The melodramatic nature of this book is due to the author’s early love of theatre, though which he employed the style elements of metaphors, similes and realism. Dickens’ “magic” can be seen when he arrests the reader’s attention with the wealth of detail and color, with which he invested his characters and incidents. Metaphors were used effectively, to convey the image of the scene- people turning into a “living sea” sweeping over the Bastille and the “angry ocean” of the French Revolution. Simile was also used more than anything else to portray some aspect of a character’s external appearance.

Mr.

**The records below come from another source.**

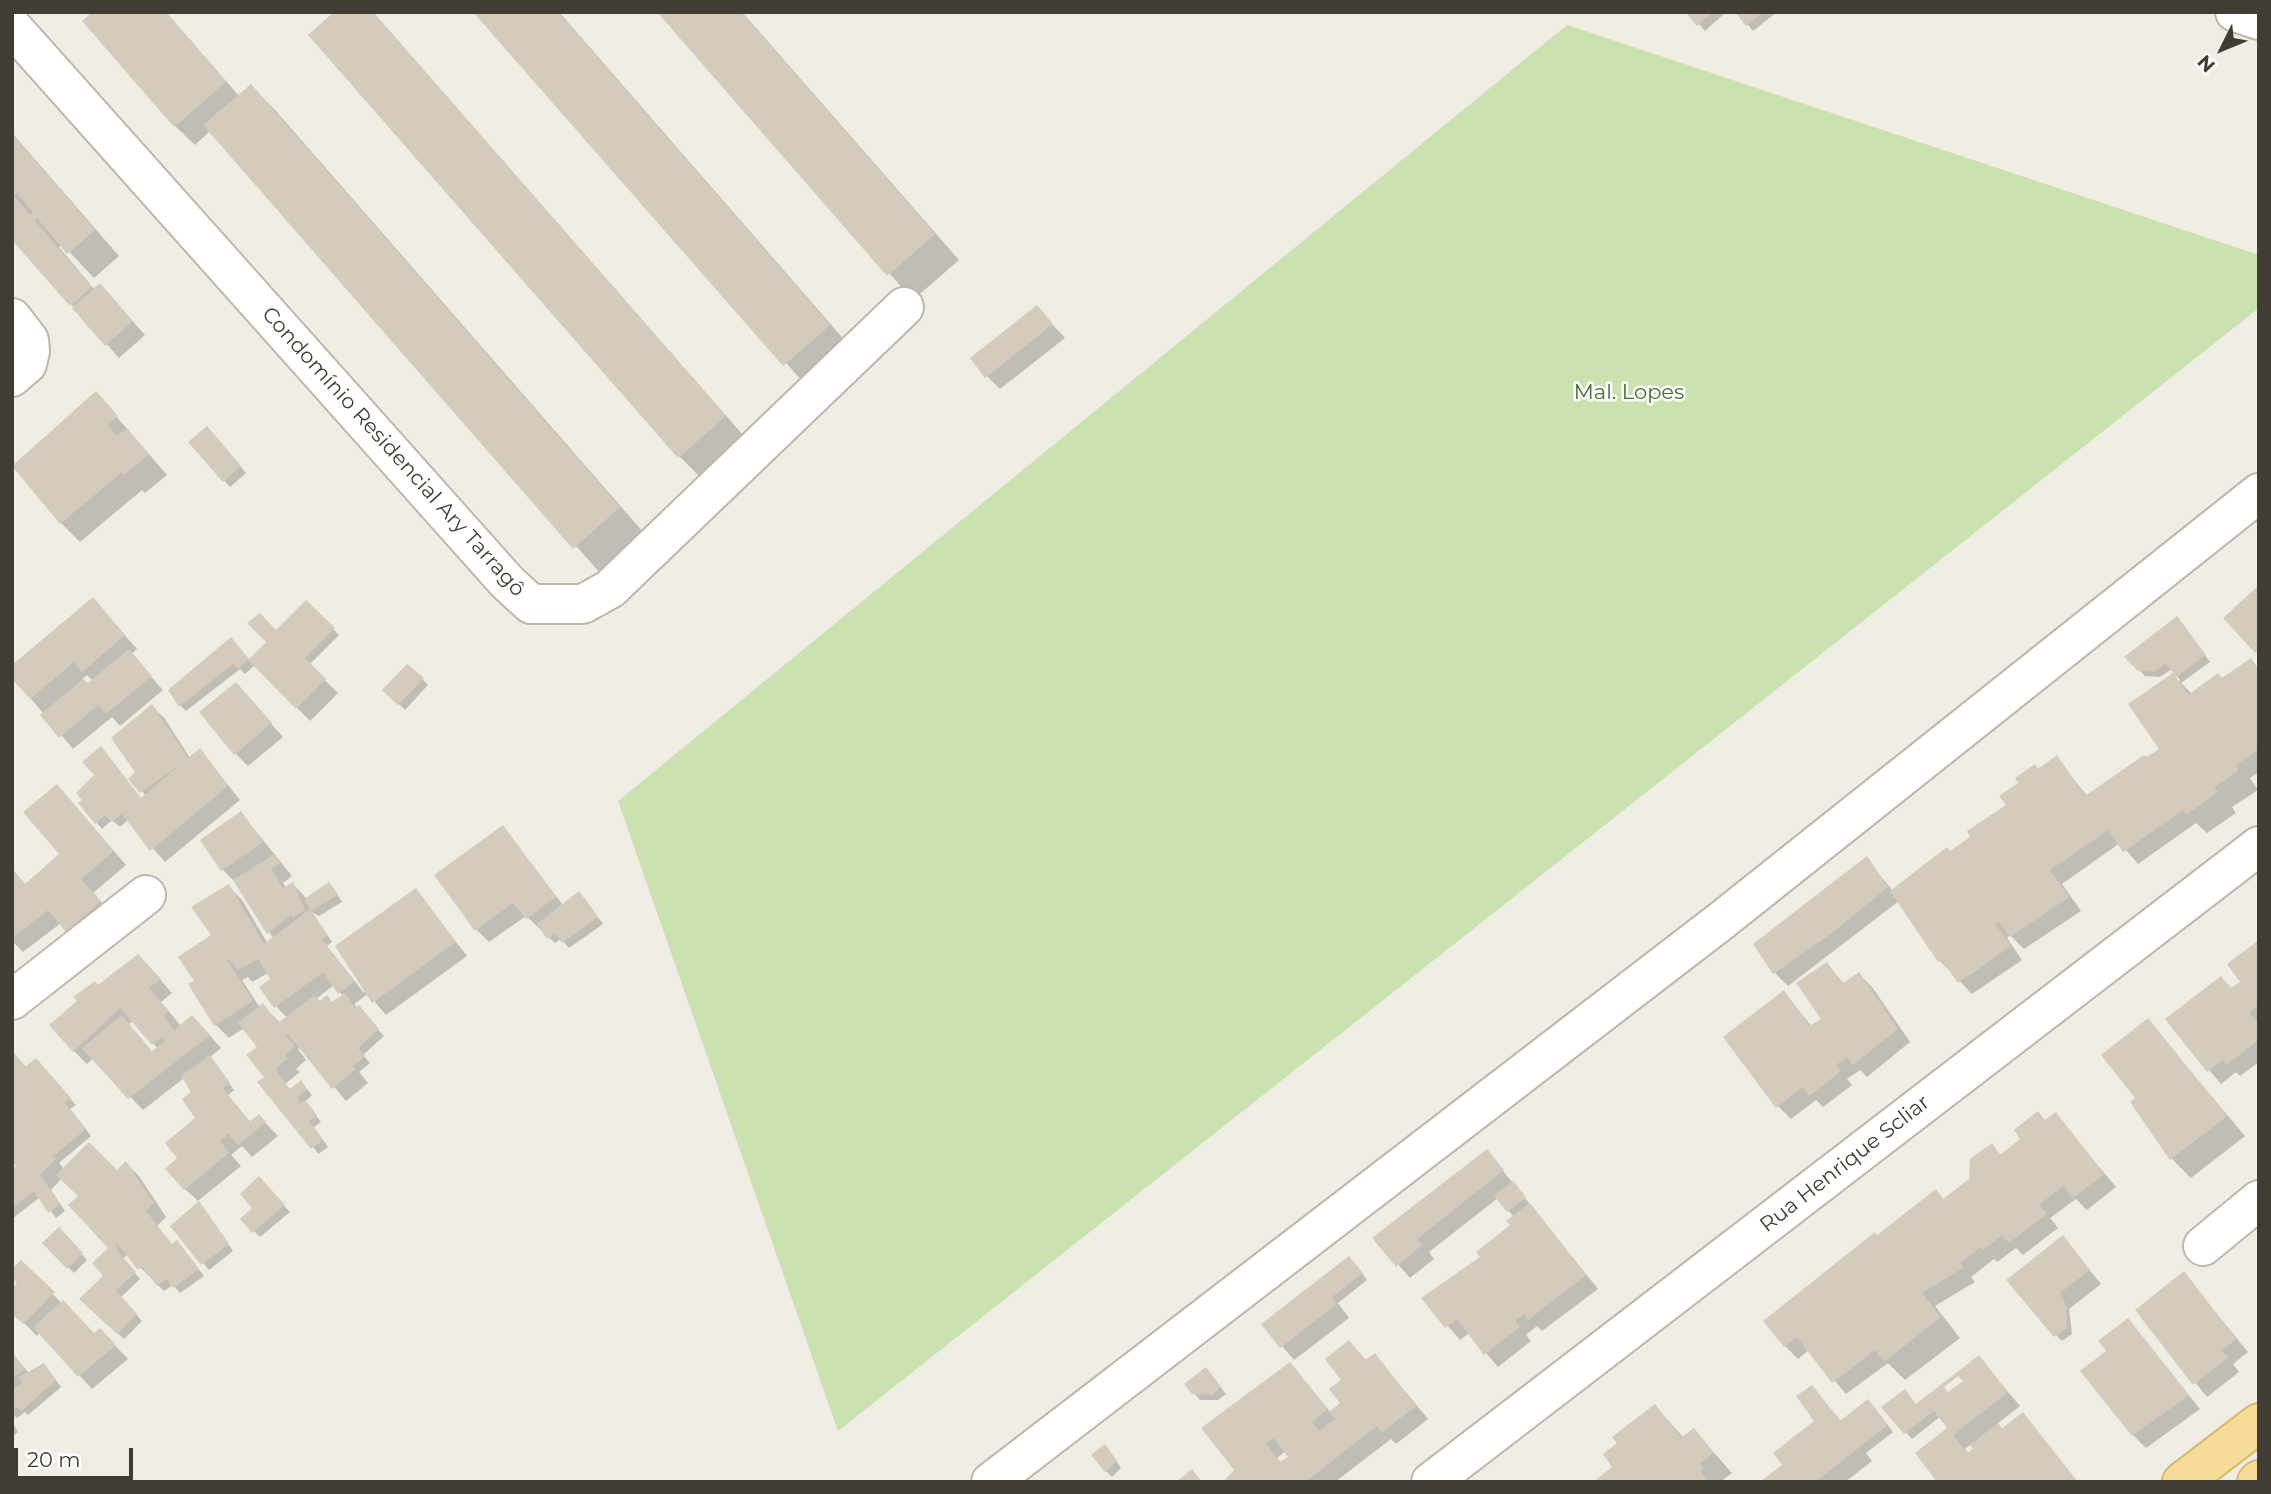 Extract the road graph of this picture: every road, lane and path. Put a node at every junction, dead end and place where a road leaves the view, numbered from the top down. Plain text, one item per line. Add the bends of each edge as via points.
1 (2235, 12) edge
2 (2259, 20) edge
3 (12, 27) edge
4 (904, 307) dead end
5 (12, 318) edge
6 (12, 377) edge
7 (2259, 493) edge
8 (2259, 846) edge
9 (146, 895) dead end
10 (12, 1000) edge
11 (2259, 1200) edge
12 (2203, 1246) dead end
13 (2259, 1423) edge
14 (991, 1482) edge
15 (1431, 1482) edge
16 (2182, 1482) edge

1 - 2 street
3 - 4 street, Condomínio Residencial Ary Tarragô via 530,604 583,604 610,589
5 - 6 street via 29,340 30,351 27,364
7 - 14 street via 1721,921
8 - 15 street, Rua Henrique Scliar
9 - 10 street
11 - 12 street
13 - 16 main road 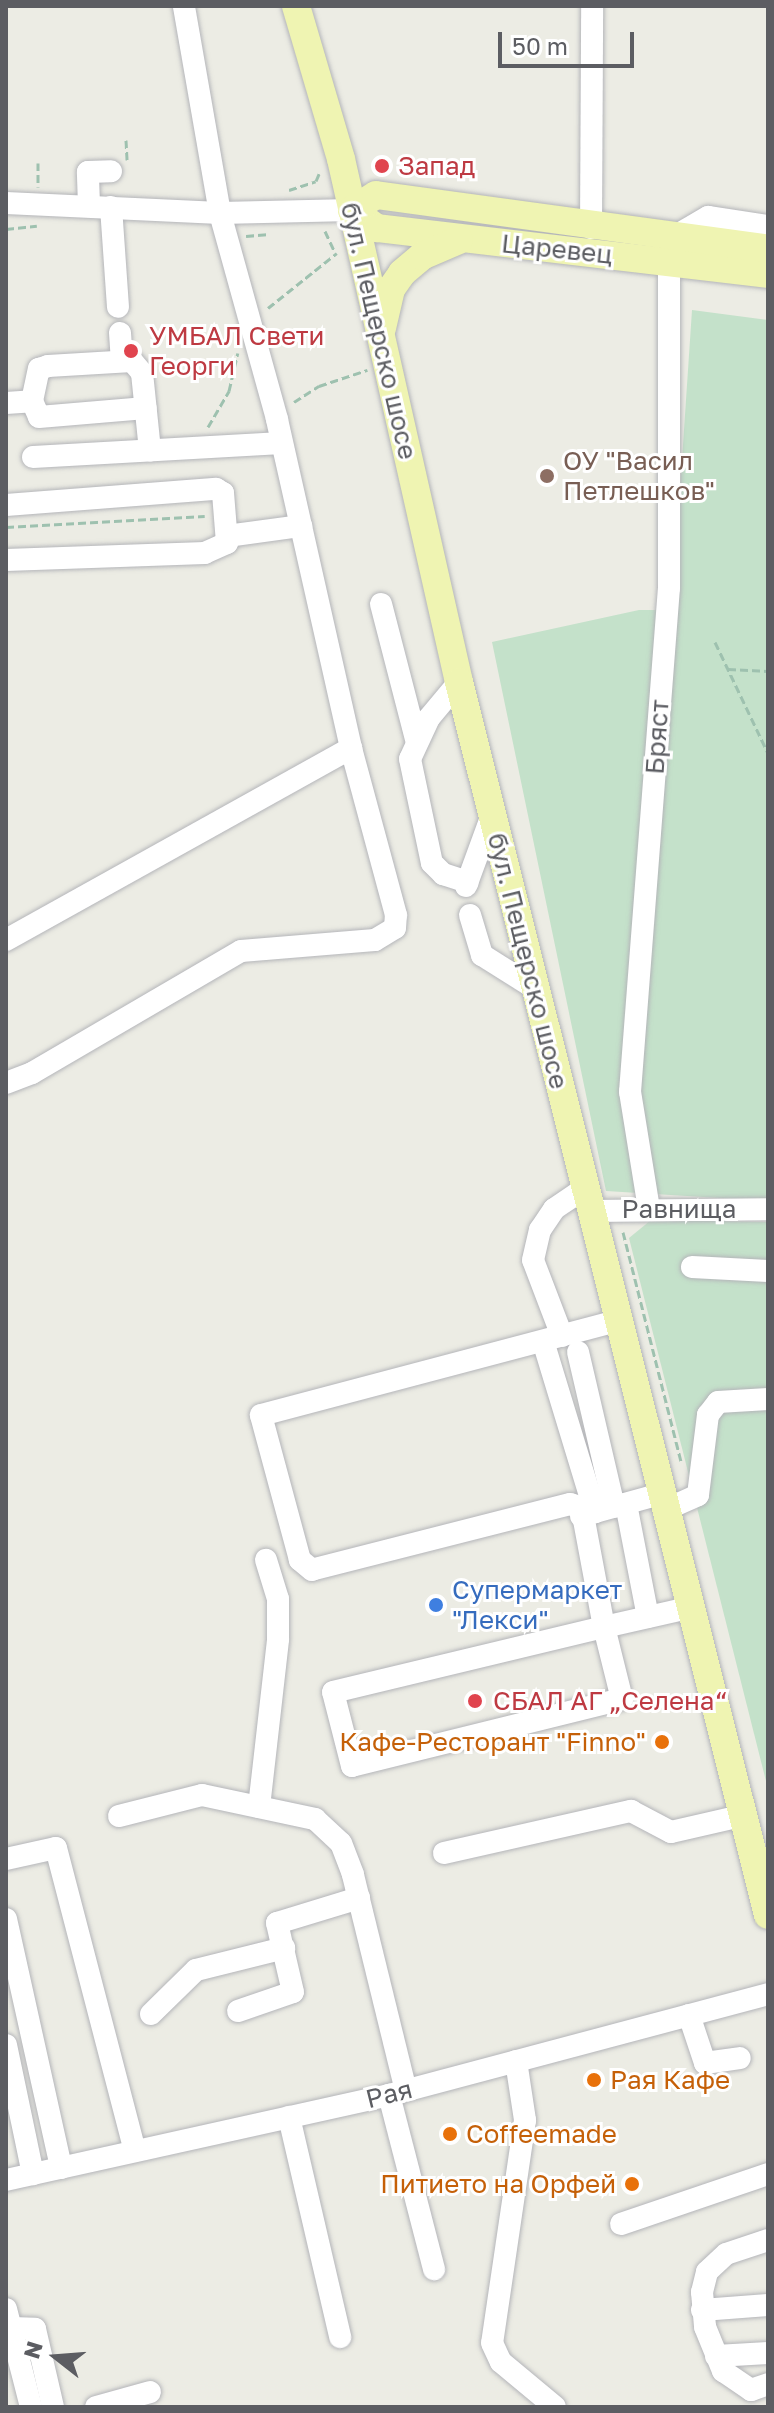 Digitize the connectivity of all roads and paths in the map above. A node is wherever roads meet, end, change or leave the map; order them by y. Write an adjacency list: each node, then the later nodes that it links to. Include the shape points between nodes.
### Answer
1 (184, 6): 10 (street)
2 (296, 6): 9 (main road, бул. Пещерско шосе)
3 (592, 6): 13 (street)
4 (321, 170): 6 (path, via 316,181)
5 (111, 171): 8 (street, via 88,172)
6 (299, 187)
7 (6, 203): 8 (street, Царевец)
8 (100, 206): 10 (street, Царевец); 19 (street)
9 (352, 210): 10 (street, Царевец); 13 (main road, Царевец, via 376,195); 14 (main road, Царевец, via 377,228); 21 (main road, бул. Пещерско шосе)
10 (220, 213): 26 (street)
11 (768, 226): 16 (street, via 708,217)
12 (317, 228): 17 (path, via 332,237)
13 (591, 228): 16 (main road, Царевец)
14 (464, 238): 16 (main road, Царевец); 21 (main road, via 422,256 402,273 383,311)
15 (768, 249): 16 (main road, Царевец)
16 (671, 250): 18 (main road, Царевец); 49 (street, Бряст, via 669,588 630,1092)
17 (336, 254)
18 (768, 274)
19 (118, 307)
20 (120, 333): 22 (street)
21 (383, 352): 26 (path, via 319,386); 39 (main road, бул. Пещерско шосе)
22 (122, 361): 23 (street, via 39,369); 25 (street, via 139,364)
23 (32, 401): 24 (street); 25 (street, via 39,417)
24 (6, 403)
25 (146, 408): 28 (street)
26 (277, 419): 27 (street)
27 (282, 443): 28 (street); 32 (street)
28 (150, 451): 29 (street)
29 (33, 457)
30 (6, 505): 31 (street, via 216,489 223,493)
31 (226, 526): 32 (street); 33 (path); 34 (street, via 221,550 205,553)
32 (301, 526): 41 (street)
33 (6, 527)
34 (6, 560)
35 (381, 604): 40 (street)
36 (715, 642): 37 (path)
37 (728, 669): 38 (path); 42 (path)
38 (768, 671)
39 (459, 682): 40 (street); 43 (main road, бул. Пещерско шосе)
40 (416, 739): 43 (street, via 411,777 432,863 467,884)
41 (351, 748): 45 (street); 47 (street, via 396,915 387,937 241,951 32,1073)
42 (768, 753)
43 (492, 815): 46 (main road, бул. Пещерско шосе)
44 (470, 915): 46 (street, via 482,955)
45 (6, 940)
46 (536, 989): 48 (main road, бул. Пещерско шосе)
47 (6, 1083)
48 (587, 1200): 49 (street, Равнища); 53 (main road, бул. Пещерско шосе); 54 (street, via 554,1209 540,1230 533,1260)
49 (649, 1209): 50 (street, Равнища)
50 (768, 1209)
51 (692, 1267): 52 (street)
52 (768, 1271)
53 (618, 1321): 54 (street); 56 (main road, бул. Пещерско шосе)
54 (561, 1343): 57 (street); 57 (street); 57 (street, via 261,1415 300,1560 312,1570 570,1504)
55 (768, 1399): 56 (street, via 718,1402 708,1415 698,1495)
56 (666, 1501): 57 (street); 60 (main road, бул. Пещерско шосе)
57 (604, 1510): 59 (street); 61 (street); 62 (street)
58 (266, 1560): 63 (street, via 278,1599 278,1639)
59 (313, 1585)
60 (693, 1607): 61 (street); 64 (main road, бул. Пещерско шосе)
61 (648, 1617): 62 (street)
62 (604, 1627): 62 (street, via 333,1692 352,1766 622,1699)
63 (259, 1807): 65 (street, via 202,1795); 68 (street, via 315,1819 341,1843)
64 (745, 1815): 66 (street, via 671,1832 631,1811); 69 (main road, бул. Пещерско шосе)
65 (119, 1816)
66 (444, 1853)
67 (6, 1859): 81 (street, via 56,1848)
68 (359, 1898): 71 (street, via 277,1923); 79 (street)
69 (768, 1915)
70 (6, 1919): 82 (street)
71 (284, 1948): 73 (street, via 293,1992); 74 (street, via 196,1970)
72 (768, 1994): 75 (street, Рая)
73 (238, 2011)
74 (151, 2014)
75 (689, 2015): 77 (street, via 705,2063); 78 (street, Рая)
76 (6, 2045): 83 (street)
77 (740, 2058)
78 (516, 2061): 79 (street, Рая); 100 (street, via 525,2120 492,2343 501,2362)
79 (398, 2093): 80 (street, Рая); 88 (street)
80 (289, 2117): 81 (street, Рая); 92 (street)
81 (135, 2151): 82 (street, Рая)
82 (61, 2168): 83 (street, Рая)
83 (33, 2174): 85 (street, Рая)
84 (768, 2174): 86 (street)
85 (6, 2180)
86 (621, 2224)
87 (768, 2240): 90 (street, via 726,2254 707,2272)
88 (434, 2269)
89 (768, 2305): 90 (street)
90 (702, 2310): 94 (street)
91 (8, 2318): 97 (street); 98 (street, via 35,2329)
92 (340, 2337)
93 (768, 2353): 94 (street)
94 (716, 2356): 95 (street, via 740,2386 761,2390)
95 (768, 2384)
96 (150, 2392): 99 (street)
97 (31, 2407)
98 (53, 2407)
99 (96, 2407)
100 (555, 2407)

Stryver’s face among his fellow counsel was “like a great sunflower”, and Carton staggering back to his room was “like a disappointed cat. ” Realism, used to enhance practicality, is also particularly noticeable. In the prison scenes, there was “the horrible smell of foul sleep” and in the streets of St. Antoine, “(Hunger) was prevalent everywhere. ” Thus, metaphors, similes and realism alleviate and enhance the development of the intricate plot and shaped the lives and disposition of each character.

All the world’s a stage, men and women merely actors. ” (Wordsworth) This statement, poetic as it was supposed to be, is true to a certain extent. On stage, we can pretend to be anything or be anywhere; there are no limits. In life, we lack details. Many of us disillusion ourselves by ignoring certain facts or even certain people and events, making life a continuous theatre performance. In A Tale of Two Cities, Dickens exploits all methods of description, adding detail into every aspect of each incident.

In the story, we read about the poverty of the French peasants, and can even feel their hunger and the misery they live in. Yet when in life there is so much of this, which is even more real than what is in a book, which is being ignored. Ironic as it seems, Dickens wrote this book in terms of the stage, and thus, without limits to how far he can reach. We are truly actors on a stage, where we see and believe only what we want to see and believe. Perhaps the most striking feature of the plot of A Tale of Two Cities is the mystery in which most of the incidents are wrapped.

Only after the reading of Dr. Manette’s document do the issues become crystal clear. The story opens in a “clammy and intensely cold mist”(Bk1, Chapter 2, 7), reflecting obscurity and secrecy, with anonymous passengers and puzzling messages. This is followed by Dr. Manette’s strange dread, as he foresees the coming revolution and Charles Darnay’s unexplained missions.

The secretive movements and maneuverings of the Jacquerie also fuel the reader to an almost feverish pitch, wondering what the outcome will be. A solemn consideration, when I enter a great city at night, that every one of those darkly clustered houses encloses its own secret; that every room in every one of them encloses its own secret; that every beating heart in the hundreds of thousands of breasts there, is, in some of its imaginings, a secret to the heart nearest it! ” (Bk1, Chapter 3, 11) All these events are eventually accounted for, but it requires an alert reader with a retentive memory to be quite sure of the complicated relationships involved.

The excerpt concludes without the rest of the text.